Simard ran as a Liberal candidate in the last election and lost by a slim margin to Sarrazin. He finished with only 1,132 more votes than Simard to win the riding.
Sarrazin told the Vision website based in Rockland that the economy and proposed tariffs on Canadian productions by U.S. President Donald Trump were part of the concerns of people in his riding.
He told the website in a question/answer before the election that a Doug Ford government would be best equipped to deal with Trump.
“The Ontario government is placing greater emphasis than ever on infrastructure, with announcements of good school projects and multimillion-dollar investments in several communities in Glengarry-Prescott-Russell,” Sarrazin said in a Google-translated version. “Additionally, we are taking concrete actions to minimize the impact of Trump’s tariffs and support our economic sector.”
Sarrazin, a former mayor of Alfred and Plantagenet and warden of Prescott and Russell United Counties, represents a large riding that’s located largely east of Ottawa.
The Ottawa River is the northern border while it stops at the border to Quebec in the east.
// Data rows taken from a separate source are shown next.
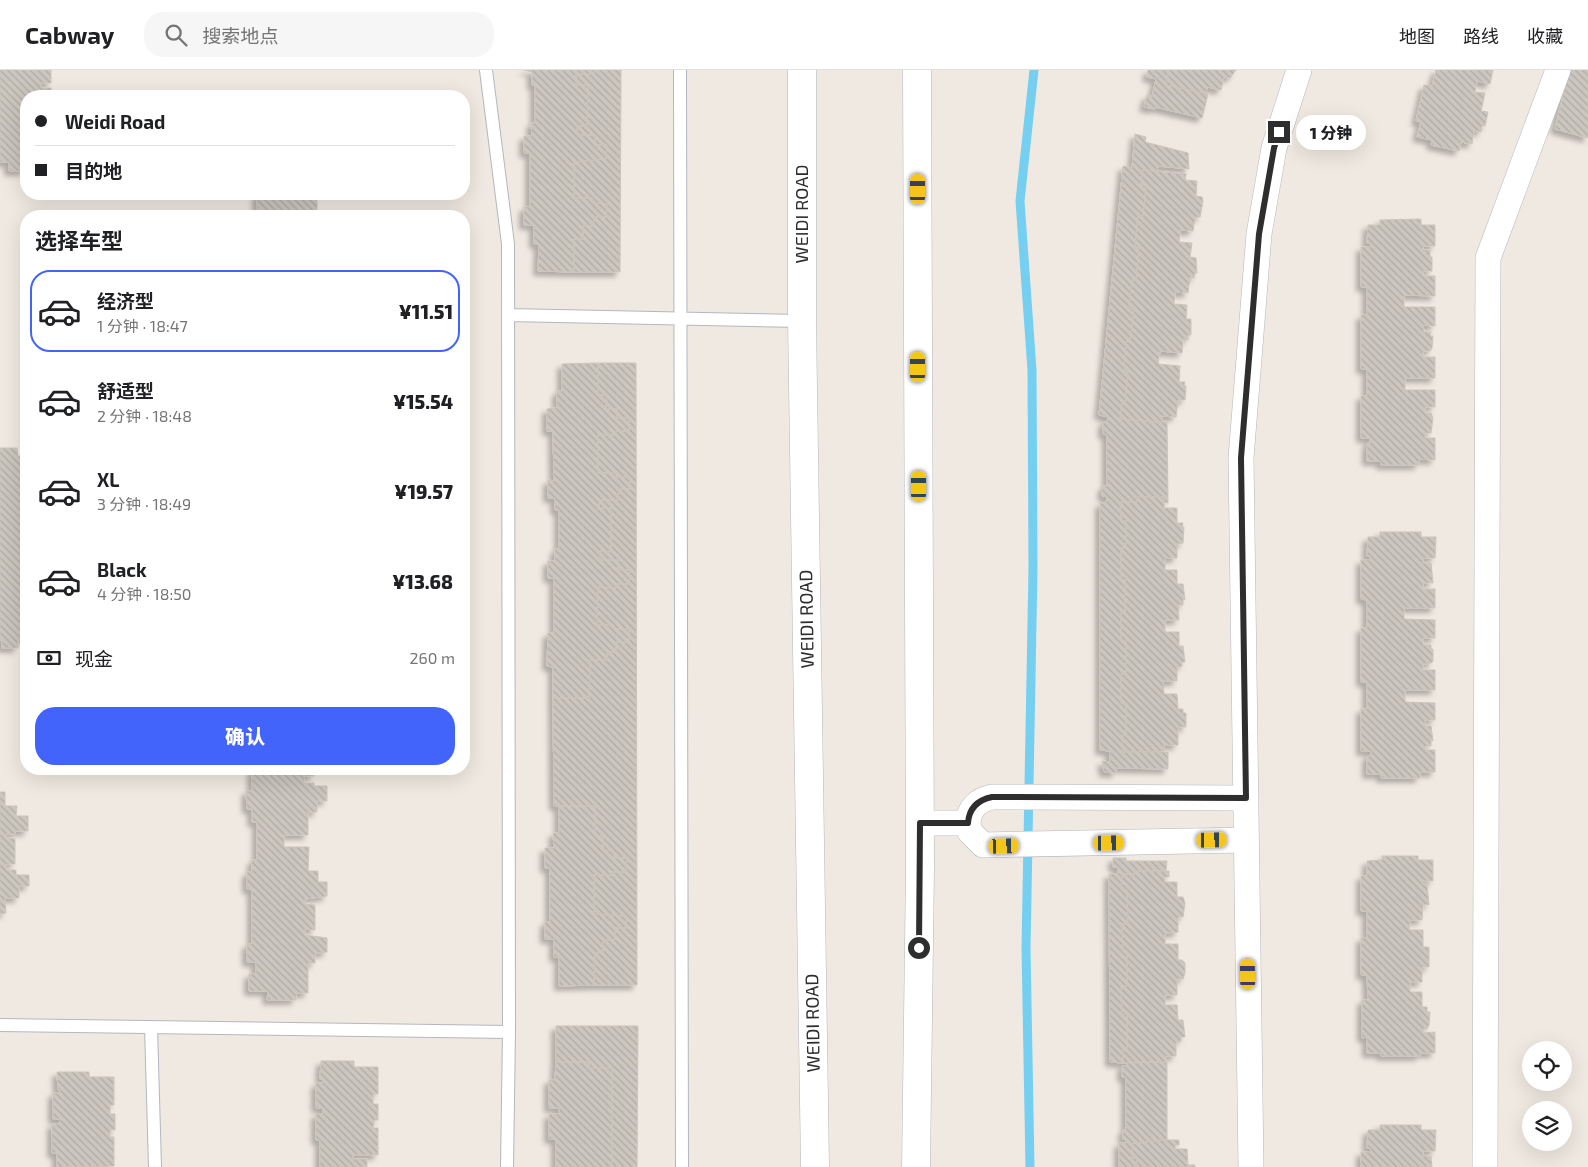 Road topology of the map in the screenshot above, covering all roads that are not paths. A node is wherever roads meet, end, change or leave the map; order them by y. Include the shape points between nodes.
1 (486, 70) edge
2 (680, 70) edge
3 (802, 70) edge
4 (917, 70) edge
5 (1299, 70) edge
6 (1558, 70) edge
7 (508, 315) junction
8 (680, 320) junction
9 (802, 321) junction
10 (1246, 798) junction
11 (920, 823) junction
12 (968, 823) junction
13 (1246, 840) junction
14 (0, 1025) edge
15 (151, 1027) junction
16 (509, 1032) junction
17 (154, 1167) edge
18 (507, 1167) edge
19 (682, 1167) edge
20 (815, 1167) edge
21 (916, 1167) edge
22 (1251, 1167) edge
23 (1485, 1167) edge

1 - 7 lane via 508,244
2 - 8 lane
3 - 9 main road, WEIDI ROAD
4 - 11 main road
5 - 10 street via 1274,148 1259,234 1241,458
6 - 23 street via 1488,258
7 - 8 lane
7 - 16 lane
8 - 9 lane
8 - 19 lane
9 - 20 main road, WEIDI ROAD
10 - 12 street via 992,797 976,804
10 - 13 street
11 - 12 street
11 - 21 main road
12 - 13 street via 970,832 983,846
13 - 22 street
14 - 15 lane
15 - 16 lane
15 - 17 lane
16 - 18 lane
The riding consists of the United Counties of Prescott and Russell, and the part of the United Counties of Stormont, Dundas and Glengarry comprised of the Township of North Glengarry. It also includes parts of Ottawa east of Orléans. Clarence-Rockland, Russell, Cumberland, Navan, Embrun, Casselman and Hawkesbury are in the riding.
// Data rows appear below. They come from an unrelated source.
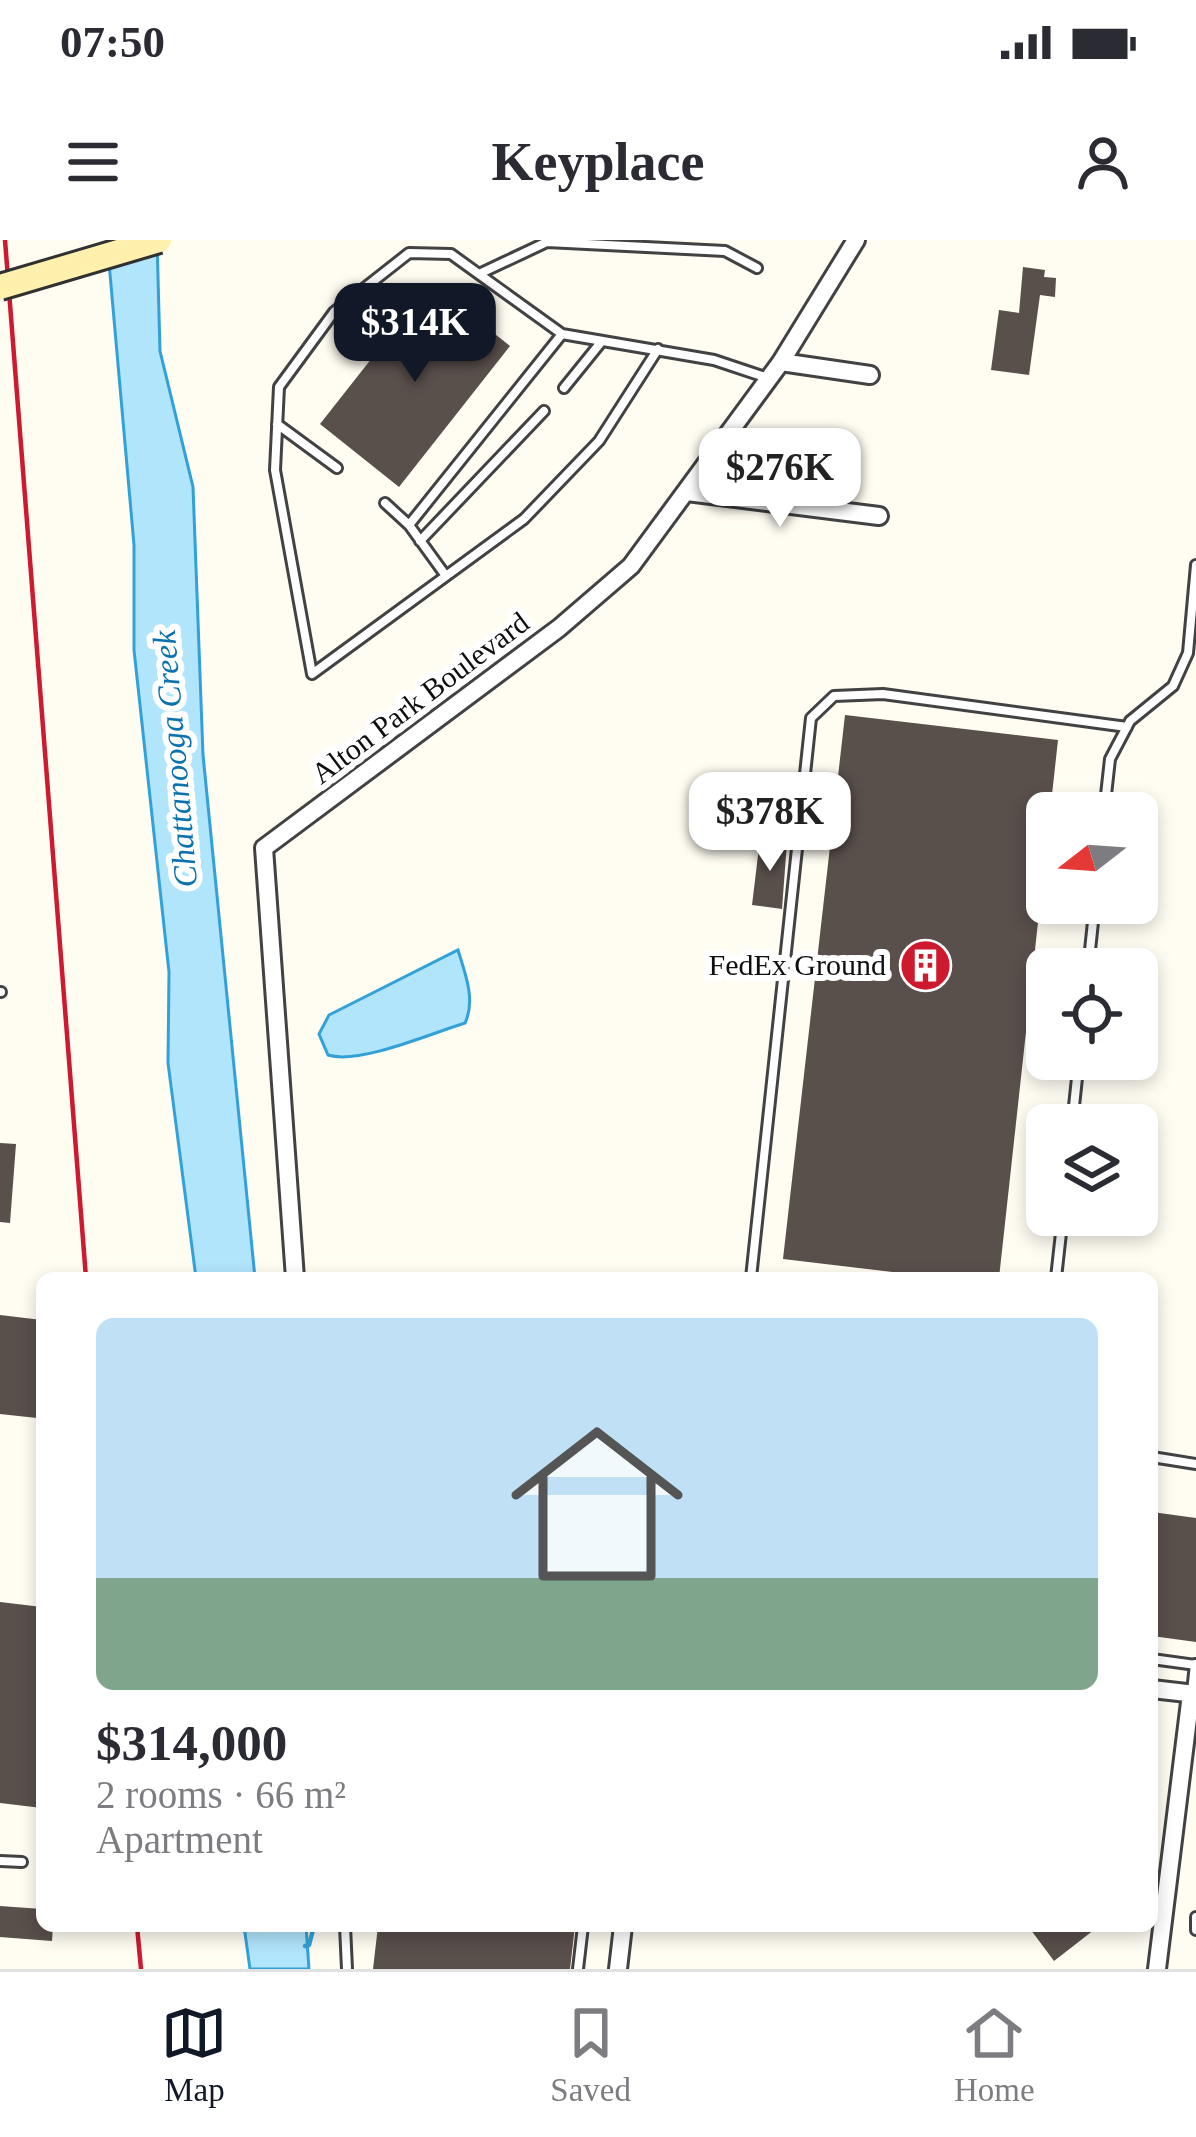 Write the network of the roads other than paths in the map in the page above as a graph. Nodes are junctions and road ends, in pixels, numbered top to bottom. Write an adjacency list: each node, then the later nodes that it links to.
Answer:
1 (159, 240): 5 (main road, bridge)
2 (856, 240): 9 (street, Alton Park Boulevard)
3 (757, 268): 4 (lane)
4 (482, 273): 6 (lane); 14 (lane)
5 (0, 286)
6 (562, 334): 7 (lane); 19 (lane)
7 (603, 340): 8 (lane); 12 (lane)
8 (658, 349): 11 (lane); 22 (lane)
9 (781, 362): 10 (street); 11 (street, Alton Park Boulevard)
10 (870, 375)
11 (770, 379): 16 (street, Alton Park Boulevard)
12 (564, 388)
13 (544, 411): 20 (lane)
14 (277, 424): 15 (lane); 22 (lane)
15 (337, 468)
16 (687, 492): 18 (street); 27 (street, Alton Park Boulevard)
17 (385, 503): 19 (lane)
18 (879, 516)
19 (409, 525): 20 (lane)
20 (421, 541): 22 (lane)
21 (1196, 565): 23 (lane)
22 (446, 576)
23 (1194, 618): 24 (lane)
24 (1127, 727): 25 (lane); 28 (lane)
25 (1106, 792)
26 (1061, 1236): 29 (lane)
27 (295, 1272)
28 (752, 1272)
29 (1058, 1272)
30 (1158, 1458): 31 (lane)
31 (1196, 1464)
32 (1158, 1660): 33 (lane)
33 (1195, 1665): 35 (lane)
34 (1158, 1689): 35 (street)
35 (1194, 1694): 46 (street)
36 (0, 1861): 37 (lane)
37 (22, 1862)
38 (1196, 1917): 39 (lane)
39 (1196, 1930)
40 (345, 1932): 43 (lane)
41 (582, 1932): 44 (lane)
42 (622, 1932): 45 (street)
43 (347, 1969)
44 (578, 1969)
45 (619, 1969)
46 (1157, 1969)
Sarrazin has served as a parliamentary assistant to the minister of small business and the minister of francophone affairs since March 2024. He is a former small business owner.
In the last campaign, he pushed for the widening of Highway 174.
Stewart was advocating giving residents of Glengarry-Prescott-Russell more access to family doctors.
“Leaked data from the Ministry of Health in Ontario painted a rough picture. Approximately one in three people in Glengarry-Prescott-Russell either don’t have access to a family doctor or are imminently at risk of losing their family doctor,” Stewart told Postmedia.
“We need to take our health seriously, not waste billions on venture projects in Toronto.”